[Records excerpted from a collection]
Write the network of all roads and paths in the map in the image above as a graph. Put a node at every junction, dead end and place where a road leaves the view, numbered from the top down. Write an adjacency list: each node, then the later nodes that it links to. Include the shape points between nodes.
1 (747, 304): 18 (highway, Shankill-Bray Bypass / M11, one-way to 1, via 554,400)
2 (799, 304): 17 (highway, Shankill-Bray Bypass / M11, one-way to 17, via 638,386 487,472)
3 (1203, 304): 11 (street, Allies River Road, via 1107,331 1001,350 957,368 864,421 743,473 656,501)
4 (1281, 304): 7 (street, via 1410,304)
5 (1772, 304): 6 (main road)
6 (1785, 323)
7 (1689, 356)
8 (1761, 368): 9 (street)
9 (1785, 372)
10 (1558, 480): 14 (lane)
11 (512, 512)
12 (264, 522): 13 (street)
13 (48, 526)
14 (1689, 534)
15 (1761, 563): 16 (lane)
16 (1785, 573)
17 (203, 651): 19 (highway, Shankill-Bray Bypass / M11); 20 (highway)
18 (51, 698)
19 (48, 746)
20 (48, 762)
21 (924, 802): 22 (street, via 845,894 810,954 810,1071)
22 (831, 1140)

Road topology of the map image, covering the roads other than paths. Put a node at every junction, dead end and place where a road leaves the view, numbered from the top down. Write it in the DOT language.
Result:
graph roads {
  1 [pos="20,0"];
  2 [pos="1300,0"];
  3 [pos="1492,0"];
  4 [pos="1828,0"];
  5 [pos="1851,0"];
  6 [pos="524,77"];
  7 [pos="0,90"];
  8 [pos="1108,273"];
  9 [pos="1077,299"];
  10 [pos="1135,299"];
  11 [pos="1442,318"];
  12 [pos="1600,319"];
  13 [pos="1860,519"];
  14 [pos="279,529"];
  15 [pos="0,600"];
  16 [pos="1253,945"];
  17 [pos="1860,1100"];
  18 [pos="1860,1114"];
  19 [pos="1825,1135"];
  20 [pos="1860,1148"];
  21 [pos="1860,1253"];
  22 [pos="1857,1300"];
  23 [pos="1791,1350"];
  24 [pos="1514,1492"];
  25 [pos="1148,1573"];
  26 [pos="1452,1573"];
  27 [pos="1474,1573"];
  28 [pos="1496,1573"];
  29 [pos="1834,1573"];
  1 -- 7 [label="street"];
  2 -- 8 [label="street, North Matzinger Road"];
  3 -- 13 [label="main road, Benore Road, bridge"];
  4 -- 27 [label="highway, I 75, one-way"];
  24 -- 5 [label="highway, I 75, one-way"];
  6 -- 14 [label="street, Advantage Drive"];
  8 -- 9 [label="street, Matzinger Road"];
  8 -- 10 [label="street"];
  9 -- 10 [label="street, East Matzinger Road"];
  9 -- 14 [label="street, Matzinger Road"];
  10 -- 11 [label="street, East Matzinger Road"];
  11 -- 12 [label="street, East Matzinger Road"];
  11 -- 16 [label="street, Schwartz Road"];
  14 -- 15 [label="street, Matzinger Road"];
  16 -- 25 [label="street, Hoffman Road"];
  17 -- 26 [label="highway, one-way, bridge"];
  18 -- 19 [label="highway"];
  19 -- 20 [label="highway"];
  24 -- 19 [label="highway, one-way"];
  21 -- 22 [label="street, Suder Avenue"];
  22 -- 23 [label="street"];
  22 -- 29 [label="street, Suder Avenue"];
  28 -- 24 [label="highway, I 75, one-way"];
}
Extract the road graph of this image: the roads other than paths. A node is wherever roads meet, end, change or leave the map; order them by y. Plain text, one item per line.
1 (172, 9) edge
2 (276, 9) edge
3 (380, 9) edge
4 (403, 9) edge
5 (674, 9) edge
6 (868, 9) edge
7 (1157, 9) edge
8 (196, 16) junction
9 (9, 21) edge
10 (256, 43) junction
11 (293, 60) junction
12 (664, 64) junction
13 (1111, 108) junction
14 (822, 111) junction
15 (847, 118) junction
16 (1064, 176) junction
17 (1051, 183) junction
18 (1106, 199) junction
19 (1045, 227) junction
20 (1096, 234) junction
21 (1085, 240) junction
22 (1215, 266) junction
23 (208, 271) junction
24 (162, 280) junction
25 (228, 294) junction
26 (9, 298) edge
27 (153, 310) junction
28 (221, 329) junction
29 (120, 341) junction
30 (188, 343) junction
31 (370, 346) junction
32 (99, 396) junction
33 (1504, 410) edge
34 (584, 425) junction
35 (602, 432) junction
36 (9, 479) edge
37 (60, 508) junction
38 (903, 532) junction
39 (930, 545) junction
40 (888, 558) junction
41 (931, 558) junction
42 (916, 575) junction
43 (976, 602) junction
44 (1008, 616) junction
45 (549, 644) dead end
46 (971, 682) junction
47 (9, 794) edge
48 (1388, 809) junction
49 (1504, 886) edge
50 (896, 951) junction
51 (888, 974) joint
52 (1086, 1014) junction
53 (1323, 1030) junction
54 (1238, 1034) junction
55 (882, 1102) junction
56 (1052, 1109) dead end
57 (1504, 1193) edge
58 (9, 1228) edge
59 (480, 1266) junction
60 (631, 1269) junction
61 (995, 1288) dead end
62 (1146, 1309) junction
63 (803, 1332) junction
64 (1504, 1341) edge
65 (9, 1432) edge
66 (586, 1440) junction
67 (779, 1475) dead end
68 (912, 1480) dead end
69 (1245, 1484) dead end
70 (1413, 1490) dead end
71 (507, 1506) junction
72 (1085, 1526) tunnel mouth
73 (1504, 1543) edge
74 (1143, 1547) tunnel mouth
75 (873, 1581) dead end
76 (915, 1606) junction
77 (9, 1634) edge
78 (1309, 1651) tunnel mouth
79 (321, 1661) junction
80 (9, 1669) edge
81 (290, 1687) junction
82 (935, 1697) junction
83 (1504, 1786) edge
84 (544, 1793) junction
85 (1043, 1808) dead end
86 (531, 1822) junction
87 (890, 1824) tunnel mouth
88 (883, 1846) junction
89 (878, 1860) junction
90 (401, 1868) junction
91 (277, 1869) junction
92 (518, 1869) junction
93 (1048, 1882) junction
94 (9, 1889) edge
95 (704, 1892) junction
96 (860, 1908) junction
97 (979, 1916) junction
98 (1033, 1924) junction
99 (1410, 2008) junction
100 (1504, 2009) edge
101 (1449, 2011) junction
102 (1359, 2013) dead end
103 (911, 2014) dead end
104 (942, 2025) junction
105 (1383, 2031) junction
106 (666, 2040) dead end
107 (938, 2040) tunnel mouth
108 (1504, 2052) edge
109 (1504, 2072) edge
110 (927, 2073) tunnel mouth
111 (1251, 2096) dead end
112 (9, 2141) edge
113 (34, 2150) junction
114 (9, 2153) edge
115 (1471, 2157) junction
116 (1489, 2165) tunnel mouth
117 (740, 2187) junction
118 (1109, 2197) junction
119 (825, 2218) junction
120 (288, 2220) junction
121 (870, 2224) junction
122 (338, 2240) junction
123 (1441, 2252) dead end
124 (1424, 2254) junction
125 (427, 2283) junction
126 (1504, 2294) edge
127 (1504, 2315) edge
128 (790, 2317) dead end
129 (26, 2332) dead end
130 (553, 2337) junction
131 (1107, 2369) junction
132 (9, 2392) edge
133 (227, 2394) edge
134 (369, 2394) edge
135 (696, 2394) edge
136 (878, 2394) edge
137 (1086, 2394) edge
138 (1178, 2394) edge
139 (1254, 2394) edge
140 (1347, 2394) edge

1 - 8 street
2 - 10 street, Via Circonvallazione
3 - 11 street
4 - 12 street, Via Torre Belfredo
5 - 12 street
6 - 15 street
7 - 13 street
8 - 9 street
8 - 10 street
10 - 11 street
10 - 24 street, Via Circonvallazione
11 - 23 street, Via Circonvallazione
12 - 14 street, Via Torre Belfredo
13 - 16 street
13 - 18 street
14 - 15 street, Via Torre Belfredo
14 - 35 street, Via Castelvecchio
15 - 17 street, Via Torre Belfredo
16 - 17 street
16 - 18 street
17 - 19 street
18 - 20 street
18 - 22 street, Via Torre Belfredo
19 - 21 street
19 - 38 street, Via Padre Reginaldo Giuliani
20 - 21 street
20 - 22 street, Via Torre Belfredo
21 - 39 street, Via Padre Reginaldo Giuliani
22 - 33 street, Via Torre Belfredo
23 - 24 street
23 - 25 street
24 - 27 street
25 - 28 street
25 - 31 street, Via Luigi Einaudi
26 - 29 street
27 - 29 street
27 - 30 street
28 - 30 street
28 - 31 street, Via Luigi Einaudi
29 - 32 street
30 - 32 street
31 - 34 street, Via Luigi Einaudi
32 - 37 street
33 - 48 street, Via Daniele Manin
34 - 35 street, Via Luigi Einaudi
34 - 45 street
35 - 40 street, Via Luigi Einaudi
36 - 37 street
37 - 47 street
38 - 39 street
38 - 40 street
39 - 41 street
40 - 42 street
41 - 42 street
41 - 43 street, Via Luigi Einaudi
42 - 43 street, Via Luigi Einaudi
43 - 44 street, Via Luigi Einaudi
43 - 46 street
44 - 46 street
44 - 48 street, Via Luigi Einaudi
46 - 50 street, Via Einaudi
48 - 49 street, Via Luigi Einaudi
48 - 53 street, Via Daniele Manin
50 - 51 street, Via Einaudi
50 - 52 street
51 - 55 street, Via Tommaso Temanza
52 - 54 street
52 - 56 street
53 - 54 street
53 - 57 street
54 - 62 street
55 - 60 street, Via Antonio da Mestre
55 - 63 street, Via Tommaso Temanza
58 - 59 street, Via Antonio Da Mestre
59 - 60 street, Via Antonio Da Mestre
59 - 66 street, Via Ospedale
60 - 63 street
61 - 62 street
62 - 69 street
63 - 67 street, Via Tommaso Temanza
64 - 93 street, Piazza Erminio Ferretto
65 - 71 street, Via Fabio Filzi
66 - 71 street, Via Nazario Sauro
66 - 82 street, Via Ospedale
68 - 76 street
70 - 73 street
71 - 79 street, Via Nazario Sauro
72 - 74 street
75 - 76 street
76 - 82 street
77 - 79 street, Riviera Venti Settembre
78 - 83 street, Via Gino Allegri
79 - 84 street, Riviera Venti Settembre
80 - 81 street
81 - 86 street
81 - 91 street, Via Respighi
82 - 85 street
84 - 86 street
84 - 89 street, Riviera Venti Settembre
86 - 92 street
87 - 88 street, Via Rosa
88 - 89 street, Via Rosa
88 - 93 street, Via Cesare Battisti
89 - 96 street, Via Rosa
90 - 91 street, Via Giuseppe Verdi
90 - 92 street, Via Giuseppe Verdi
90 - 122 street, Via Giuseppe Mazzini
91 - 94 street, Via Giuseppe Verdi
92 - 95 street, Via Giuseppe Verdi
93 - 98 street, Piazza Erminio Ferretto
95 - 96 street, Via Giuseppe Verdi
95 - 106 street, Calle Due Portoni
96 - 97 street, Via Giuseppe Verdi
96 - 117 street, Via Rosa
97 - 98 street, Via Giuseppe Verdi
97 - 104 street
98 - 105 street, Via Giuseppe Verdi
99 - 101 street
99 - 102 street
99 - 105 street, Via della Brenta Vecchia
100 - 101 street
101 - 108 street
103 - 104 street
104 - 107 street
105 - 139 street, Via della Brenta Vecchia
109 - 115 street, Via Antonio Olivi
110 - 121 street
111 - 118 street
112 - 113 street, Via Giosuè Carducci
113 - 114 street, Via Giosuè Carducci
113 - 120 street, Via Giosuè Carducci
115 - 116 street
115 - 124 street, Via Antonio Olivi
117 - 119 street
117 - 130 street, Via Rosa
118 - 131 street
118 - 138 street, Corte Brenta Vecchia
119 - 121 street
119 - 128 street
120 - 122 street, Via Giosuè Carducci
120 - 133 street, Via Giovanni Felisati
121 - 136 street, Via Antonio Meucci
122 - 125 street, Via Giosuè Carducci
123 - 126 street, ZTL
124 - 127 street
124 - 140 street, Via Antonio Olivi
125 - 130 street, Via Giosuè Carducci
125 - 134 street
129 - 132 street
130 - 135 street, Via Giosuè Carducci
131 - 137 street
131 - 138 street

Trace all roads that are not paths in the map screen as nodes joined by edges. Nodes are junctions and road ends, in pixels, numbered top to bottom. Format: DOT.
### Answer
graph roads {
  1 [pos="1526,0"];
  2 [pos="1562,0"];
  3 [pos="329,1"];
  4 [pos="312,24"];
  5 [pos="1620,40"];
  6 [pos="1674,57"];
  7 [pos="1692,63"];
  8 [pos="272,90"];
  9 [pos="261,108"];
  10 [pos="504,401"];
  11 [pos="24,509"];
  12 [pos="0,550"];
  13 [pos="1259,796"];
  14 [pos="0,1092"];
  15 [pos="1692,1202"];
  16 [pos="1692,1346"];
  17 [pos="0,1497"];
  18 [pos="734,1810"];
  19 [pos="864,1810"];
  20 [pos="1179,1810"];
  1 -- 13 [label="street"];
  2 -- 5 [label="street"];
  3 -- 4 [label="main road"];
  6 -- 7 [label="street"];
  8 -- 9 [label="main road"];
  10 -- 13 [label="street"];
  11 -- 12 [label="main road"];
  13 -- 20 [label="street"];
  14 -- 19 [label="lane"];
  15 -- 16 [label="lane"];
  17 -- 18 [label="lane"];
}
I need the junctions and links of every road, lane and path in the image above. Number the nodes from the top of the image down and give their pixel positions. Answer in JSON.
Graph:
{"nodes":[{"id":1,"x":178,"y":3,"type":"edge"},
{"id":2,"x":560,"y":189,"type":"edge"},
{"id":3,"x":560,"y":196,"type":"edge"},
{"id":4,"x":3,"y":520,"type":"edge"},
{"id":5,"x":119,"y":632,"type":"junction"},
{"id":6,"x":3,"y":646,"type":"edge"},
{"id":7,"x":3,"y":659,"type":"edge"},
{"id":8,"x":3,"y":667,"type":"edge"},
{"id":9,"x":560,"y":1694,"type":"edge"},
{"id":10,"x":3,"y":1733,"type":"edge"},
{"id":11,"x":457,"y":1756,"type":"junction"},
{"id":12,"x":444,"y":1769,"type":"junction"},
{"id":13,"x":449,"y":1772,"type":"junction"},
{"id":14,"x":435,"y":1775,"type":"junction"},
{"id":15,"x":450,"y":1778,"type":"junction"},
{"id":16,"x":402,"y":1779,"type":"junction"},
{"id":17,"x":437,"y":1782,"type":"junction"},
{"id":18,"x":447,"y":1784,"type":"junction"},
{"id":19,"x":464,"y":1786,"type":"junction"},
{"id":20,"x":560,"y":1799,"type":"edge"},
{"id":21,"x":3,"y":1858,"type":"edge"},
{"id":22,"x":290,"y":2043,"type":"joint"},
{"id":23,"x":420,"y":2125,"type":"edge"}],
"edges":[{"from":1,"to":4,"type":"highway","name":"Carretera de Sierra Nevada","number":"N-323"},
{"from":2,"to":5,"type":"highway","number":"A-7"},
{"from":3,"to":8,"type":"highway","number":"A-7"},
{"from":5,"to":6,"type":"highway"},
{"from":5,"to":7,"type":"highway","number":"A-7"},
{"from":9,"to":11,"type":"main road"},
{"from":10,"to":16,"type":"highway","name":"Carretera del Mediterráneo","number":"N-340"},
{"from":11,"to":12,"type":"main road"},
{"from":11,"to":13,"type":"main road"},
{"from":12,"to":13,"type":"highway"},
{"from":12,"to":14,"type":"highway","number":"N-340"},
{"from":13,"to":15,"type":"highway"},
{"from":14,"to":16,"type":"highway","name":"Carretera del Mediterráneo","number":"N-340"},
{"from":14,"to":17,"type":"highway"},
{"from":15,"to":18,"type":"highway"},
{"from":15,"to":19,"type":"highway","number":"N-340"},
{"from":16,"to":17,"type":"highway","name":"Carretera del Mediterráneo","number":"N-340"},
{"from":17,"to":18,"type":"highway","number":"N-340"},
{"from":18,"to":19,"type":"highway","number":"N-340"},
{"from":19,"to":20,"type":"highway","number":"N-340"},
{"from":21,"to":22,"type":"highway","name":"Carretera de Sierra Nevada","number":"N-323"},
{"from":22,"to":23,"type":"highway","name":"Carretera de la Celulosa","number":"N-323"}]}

• _WHAT YOU SHOULD DO_: Provide solely the number of lines in the data that include the word "above".

• _RESULT FOR THIS EXERCISE_: 2